» Records supplied:

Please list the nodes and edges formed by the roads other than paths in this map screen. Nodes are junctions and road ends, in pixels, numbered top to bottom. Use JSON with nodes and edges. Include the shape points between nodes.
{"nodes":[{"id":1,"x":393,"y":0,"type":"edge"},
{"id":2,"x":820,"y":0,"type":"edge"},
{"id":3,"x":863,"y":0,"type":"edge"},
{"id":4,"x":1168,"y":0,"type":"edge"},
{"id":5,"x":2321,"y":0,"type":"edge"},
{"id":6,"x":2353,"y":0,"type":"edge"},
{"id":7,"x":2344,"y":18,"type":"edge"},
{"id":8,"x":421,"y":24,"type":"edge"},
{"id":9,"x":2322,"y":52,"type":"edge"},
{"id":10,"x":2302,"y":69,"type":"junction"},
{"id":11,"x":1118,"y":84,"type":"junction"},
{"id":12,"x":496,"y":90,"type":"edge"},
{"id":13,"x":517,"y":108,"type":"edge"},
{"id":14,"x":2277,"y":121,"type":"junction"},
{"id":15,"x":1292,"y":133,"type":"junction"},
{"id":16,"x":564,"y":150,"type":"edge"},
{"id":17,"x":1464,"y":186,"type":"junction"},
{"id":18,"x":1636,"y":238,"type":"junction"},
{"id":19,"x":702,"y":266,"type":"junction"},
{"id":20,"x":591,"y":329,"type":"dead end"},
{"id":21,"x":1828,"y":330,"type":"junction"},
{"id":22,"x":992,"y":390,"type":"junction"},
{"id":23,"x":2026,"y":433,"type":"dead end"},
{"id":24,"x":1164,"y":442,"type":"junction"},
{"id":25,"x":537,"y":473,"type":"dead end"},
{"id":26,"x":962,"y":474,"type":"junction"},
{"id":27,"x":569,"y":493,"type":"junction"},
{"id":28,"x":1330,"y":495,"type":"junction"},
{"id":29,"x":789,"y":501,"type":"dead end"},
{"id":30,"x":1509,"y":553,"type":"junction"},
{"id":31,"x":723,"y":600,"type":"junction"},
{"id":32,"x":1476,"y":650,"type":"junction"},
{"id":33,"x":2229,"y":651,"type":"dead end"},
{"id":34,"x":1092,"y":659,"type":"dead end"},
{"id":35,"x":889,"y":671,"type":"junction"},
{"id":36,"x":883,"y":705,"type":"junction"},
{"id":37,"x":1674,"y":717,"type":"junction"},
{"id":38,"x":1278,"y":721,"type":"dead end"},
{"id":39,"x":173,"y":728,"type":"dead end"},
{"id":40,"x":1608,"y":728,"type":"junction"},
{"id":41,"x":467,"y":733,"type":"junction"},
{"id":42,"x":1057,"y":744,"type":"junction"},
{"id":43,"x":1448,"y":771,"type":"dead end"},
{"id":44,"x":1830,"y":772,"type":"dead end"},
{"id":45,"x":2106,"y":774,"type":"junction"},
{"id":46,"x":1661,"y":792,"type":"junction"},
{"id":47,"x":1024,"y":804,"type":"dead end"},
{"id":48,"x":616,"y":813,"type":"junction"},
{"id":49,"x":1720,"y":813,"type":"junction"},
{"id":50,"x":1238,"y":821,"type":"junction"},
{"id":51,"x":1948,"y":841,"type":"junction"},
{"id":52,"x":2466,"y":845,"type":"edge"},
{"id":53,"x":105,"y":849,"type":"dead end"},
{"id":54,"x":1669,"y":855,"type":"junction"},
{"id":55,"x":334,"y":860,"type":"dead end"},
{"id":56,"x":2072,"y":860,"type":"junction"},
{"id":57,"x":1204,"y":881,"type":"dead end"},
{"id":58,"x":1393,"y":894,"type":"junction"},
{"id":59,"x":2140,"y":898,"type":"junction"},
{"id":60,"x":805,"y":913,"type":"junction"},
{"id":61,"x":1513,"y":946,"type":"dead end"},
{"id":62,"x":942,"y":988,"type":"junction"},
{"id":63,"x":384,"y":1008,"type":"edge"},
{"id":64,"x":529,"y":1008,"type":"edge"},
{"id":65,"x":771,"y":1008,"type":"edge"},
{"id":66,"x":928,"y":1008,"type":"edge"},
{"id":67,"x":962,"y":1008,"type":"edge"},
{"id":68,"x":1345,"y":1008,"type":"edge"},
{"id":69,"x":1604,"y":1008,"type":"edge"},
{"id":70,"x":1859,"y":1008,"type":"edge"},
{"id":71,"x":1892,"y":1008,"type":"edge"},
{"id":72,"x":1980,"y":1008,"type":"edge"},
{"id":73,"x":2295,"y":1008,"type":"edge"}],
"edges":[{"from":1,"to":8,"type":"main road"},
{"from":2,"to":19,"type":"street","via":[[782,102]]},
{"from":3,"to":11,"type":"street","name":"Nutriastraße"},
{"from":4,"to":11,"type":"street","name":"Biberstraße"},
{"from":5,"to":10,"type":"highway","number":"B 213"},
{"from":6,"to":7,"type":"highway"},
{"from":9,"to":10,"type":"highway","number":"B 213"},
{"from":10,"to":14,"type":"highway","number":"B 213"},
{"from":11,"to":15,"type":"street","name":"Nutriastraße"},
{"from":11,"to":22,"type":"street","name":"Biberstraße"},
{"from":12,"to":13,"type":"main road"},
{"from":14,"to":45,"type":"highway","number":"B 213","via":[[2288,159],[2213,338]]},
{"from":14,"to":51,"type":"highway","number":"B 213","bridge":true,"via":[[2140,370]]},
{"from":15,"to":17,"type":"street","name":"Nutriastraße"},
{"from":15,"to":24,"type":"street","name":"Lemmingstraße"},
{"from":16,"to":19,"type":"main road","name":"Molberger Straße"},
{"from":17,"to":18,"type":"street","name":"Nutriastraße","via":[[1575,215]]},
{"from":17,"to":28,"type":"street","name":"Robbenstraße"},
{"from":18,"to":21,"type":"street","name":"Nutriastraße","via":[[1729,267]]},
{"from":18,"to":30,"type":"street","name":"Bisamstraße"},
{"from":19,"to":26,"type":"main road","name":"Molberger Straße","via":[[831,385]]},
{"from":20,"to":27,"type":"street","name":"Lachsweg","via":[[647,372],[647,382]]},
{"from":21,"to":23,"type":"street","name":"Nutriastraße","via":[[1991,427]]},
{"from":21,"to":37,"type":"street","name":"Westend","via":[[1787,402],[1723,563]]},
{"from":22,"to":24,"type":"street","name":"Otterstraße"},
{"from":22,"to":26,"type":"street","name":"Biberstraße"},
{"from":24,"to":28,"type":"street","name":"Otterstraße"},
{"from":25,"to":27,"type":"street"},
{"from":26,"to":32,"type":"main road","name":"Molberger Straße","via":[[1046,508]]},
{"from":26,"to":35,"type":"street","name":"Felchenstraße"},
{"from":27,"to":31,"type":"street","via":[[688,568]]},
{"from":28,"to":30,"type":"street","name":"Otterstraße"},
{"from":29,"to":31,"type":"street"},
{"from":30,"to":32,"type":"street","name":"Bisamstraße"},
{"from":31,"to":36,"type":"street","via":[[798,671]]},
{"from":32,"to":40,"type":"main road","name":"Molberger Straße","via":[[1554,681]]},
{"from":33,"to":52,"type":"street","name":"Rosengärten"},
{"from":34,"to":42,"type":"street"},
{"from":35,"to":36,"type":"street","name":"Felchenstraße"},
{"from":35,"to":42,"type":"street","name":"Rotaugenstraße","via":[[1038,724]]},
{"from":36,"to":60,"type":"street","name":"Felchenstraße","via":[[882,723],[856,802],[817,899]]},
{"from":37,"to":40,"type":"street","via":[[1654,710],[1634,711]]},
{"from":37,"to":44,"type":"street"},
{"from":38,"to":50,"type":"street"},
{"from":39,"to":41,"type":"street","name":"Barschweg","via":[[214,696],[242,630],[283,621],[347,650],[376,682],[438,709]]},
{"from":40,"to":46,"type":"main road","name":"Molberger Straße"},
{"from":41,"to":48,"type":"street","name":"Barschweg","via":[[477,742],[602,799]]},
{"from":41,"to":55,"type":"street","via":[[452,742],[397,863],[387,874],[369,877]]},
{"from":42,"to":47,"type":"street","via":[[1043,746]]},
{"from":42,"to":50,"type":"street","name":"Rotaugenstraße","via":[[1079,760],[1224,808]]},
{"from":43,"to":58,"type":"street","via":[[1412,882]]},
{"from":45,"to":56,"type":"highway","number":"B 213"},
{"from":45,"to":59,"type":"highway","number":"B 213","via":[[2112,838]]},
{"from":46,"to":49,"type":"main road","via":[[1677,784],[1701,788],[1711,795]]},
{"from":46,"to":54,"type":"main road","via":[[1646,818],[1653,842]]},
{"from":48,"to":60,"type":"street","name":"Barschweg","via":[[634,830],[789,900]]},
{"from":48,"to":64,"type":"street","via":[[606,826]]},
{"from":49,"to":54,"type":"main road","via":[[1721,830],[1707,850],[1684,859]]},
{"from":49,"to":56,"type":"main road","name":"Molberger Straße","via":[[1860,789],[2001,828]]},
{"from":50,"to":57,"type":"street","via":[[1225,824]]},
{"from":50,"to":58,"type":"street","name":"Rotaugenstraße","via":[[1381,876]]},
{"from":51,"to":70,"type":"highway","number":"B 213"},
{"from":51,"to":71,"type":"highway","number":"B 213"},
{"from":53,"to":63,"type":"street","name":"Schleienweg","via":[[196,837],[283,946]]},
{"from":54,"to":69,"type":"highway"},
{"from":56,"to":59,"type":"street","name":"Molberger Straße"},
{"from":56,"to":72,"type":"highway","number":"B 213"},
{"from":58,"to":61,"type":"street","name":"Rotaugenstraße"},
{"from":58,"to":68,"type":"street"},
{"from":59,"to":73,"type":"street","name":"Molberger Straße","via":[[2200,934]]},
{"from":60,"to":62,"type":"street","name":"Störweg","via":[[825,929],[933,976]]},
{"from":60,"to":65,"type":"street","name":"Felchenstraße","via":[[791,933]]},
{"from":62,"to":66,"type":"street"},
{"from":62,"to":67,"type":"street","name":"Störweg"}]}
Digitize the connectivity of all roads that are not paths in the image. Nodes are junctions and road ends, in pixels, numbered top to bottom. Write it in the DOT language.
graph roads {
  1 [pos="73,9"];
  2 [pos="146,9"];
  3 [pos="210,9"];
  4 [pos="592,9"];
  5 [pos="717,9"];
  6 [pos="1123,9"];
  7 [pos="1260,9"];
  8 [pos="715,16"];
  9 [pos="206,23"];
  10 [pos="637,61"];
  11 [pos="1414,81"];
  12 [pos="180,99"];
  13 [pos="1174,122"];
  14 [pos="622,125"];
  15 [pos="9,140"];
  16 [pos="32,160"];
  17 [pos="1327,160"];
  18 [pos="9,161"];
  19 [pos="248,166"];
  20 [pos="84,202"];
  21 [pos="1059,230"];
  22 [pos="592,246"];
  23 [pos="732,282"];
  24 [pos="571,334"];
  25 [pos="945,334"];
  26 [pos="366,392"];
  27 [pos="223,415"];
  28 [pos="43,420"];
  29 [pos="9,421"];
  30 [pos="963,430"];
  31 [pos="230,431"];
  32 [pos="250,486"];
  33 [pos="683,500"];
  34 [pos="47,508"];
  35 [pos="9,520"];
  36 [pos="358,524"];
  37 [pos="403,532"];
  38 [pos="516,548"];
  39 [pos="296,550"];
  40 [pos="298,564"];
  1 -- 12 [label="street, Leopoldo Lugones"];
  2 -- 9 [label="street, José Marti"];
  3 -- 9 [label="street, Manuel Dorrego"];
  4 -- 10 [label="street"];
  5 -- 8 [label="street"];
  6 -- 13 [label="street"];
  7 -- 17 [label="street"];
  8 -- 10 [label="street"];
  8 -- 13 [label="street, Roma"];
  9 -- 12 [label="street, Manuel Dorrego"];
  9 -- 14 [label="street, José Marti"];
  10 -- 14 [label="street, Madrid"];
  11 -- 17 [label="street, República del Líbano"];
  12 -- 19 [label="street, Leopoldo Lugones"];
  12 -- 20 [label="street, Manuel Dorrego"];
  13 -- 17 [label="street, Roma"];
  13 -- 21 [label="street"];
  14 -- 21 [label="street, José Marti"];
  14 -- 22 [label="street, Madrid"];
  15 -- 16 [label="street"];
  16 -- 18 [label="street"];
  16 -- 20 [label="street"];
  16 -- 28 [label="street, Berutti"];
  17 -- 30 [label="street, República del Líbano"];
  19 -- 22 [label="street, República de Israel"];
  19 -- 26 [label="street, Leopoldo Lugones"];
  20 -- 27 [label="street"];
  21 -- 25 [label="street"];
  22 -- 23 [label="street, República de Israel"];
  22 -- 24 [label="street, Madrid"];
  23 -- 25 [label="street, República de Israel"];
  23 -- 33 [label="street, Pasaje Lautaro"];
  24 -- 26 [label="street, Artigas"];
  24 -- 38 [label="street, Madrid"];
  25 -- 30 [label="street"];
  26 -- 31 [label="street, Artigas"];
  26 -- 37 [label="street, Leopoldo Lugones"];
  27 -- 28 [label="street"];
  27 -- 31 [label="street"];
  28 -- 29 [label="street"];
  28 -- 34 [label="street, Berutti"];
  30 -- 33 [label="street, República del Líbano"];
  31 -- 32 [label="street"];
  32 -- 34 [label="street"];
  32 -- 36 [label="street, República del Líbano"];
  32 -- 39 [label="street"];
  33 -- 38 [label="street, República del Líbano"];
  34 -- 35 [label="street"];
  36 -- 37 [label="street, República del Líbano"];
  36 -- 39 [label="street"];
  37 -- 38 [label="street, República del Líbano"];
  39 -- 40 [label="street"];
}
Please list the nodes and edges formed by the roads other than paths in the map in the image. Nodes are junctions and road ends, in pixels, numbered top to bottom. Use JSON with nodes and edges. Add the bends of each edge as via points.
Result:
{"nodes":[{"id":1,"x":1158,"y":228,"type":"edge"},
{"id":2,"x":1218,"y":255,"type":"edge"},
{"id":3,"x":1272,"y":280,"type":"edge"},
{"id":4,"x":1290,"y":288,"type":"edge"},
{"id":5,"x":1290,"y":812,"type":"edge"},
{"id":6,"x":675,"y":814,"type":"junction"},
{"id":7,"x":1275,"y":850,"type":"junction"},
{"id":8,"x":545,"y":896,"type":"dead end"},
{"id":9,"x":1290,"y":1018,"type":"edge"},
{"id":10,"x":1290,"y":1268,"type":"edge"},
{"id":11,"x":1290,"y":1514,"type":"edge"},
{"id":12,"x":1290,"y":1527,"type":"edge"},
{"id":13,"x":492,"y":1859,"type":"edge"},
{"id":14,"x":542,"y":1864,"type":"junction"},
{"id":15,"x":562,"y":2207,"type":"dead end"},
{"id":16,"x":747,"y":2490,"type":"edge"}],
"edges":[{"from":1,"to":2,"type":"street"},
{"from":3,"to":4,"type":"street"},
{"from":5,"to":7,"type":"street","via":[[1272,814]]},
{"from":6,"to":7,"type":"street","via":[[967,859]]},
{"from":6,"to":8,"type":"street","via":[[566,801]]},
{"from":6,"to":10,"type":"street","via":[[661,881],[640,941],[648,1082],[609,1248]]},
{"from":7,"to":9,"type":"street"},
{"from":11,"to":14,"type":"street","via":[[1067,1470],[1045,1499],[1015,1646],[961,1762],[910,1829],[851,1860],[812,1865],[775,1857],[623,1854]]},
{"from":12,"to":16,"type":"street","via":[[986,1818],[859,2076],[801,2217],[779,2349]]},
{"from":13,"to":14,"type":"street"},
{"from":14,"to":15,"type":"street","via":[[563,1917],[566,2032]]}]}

» Description of the task:
Give back exactly the lines starting at the one with "as via points." and running to the end of the listing. Include both ends.

» Exercise solution:
Please list the nodes and edges formed by the roads other than paths in the map in the image. Nodes are junctions and road ends, in pixels, numbered top to bottom. Use JSON with nodes and edges. Add the bends of each edge as via points.
Result:
{"nodes":[{"id":1,"x":1158,"y":228,"type":"edge"},
{"id":2,"x":1218,"y":255,"type":"edge"},
{"id":3,"x":1272,"y":280,"type":"edge"},
{"id":4,"x":1290,"y":288,"type":"edge"},
{"id":5,"x":1290,"y":812,"type":"edge"},
{"id":6,"x":675,"y":814,"type":"junction"},
{"id":7,"x":1275,"y":850,"type":"junction"},
{"id":8,"x":545,"y":896,"type":"dead end"},
{"id":9,"x":1290,"y":1018,"type":"edge"},
{"id":10,"x":1290,"y":1268,"type":"edge"},
{"id":11,"x":1290,"y":1514,"type":"edge"},
{"id":12,"x":1290,"y":1527,"type":"edge"},
{"id":13,"x":492,"y":1859,"type":"edge"},
{"id":14,"x":542,"y":1864,"type":"junction"},
{"id":15,"x":562,"y":2207,"type":"dead end"},
{"id":16,"x":747,"y":2490,"type":"edge"}],
"edges":[{"from":1,"to":2,"type":"street"},
{"from":3,"to":4,"type":"street"},
{"from":5,"to":7,"type":"street","via":[[1272,814]]},
{"from":6,"to":7,"type":"street","via":[[967,859]]},
{"from":6,"to":8,"type":"street","via":[[566,801]]},
{"from":6,"to":10,"type":"street","via":[[661,881],[640,941],[648,1082],[609,1248]]},
{"from":7,"to":9,"type":"street"},
{"from":11,"to":14,"type":"street","via":[[1067,1470],[1045,1499],[1015,1646],[961,1762],[910,1829],[851,1860],[812,1865],[775,1857],[623,1854]]},
{"from":12,"to":16,"type":"street","via":[[986,1818],[859,2076],[801,2217],[779,2349]]},
{"from":13,"to":14,"type":"street"},
{"from":14,"to":15,"type":"street","via":[[563,1917],[566,2032]]}]}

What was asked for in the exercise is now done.